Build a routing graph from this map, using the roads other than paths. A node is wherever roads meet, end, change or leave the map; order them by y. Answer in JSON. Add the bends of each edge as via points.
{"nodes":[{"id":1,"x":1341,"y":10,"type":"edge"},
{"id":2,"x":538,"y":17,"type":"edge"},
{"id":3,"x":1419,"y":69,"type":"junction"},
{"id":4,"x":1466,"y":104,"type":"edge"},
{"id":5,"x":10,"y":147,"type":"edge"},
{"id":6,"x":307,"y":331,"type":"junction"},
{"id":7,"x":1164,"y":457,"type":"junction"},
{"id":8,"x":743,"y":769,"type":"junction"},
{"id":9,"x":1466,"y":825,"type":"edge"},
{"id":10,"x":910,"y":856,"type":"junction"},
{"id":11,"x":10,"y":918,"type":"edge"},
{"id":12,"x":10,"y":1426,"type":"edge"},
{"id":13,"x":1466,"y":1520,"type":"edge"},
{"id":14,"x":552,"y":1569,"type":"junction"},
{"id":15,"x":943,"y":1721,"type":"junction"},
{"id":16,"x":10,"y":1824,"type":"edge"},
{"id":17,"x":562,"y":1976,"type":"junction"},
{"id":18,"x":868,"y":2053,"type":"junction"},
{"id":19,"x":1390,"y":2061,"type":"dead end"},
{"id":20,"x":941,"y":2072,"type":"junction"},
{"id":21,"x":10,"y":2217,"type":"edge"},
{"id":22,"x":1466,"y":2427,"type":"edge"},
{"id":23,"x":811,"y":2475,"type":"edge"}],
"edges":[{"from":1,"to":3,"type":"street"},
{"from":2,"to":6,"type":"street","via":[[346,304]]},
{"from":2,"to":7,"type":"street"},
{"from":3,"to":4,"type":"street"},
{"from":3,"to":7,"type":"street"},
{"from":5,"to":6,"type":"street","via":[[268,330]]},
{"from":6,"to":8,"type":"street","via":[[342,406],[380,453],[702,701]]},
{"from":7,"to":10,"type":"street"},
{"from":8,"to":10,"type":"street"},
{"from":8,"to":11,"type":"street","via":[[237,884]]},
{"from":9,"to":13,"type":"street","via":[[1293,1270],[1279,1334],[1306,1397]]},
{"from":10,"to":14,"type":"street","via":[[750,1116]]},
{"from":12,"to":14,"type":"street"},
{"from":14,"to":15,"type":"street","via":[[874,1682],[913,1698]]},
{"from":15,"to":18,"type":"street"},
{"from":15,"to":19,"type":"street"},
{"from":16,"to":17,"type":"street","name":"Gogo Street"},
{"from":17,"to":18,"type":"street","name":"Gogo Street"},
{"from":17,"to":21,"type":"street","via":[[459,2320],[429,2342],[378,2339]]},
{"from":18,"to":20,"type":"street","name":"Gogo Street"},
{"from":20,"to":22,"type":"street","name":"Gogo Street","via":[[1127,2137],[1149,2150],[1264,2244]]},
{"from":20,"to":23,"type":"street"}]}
····················
Exercise instructions -
Show every line of the listing containing the string "junction" by copying it.

Answer area -
{"id":3,"x":1419,"y":69,"type":"junction"},
{"id":6,"x":307,"y":331,"type":"junction"},
{"id":7,"x":1164,"y":457,"type":"junction"},
{"id":8,"x":743,"y":769,"type":"junction"},
{"id":10,"x":910,"y":856,"type":"junction"},
{"id":14,"x":552,"y":1569,"type":"junction"},
{"id":15,"x":943,"y":1721,"type":"junction"},
{"id":17,"x":562,"y":1976,"type":"junction"},
{"id":18,"x":868,"y":2053,"type":"junction"},
{"id":20,"x":941,"y":2072,"type":"junction"},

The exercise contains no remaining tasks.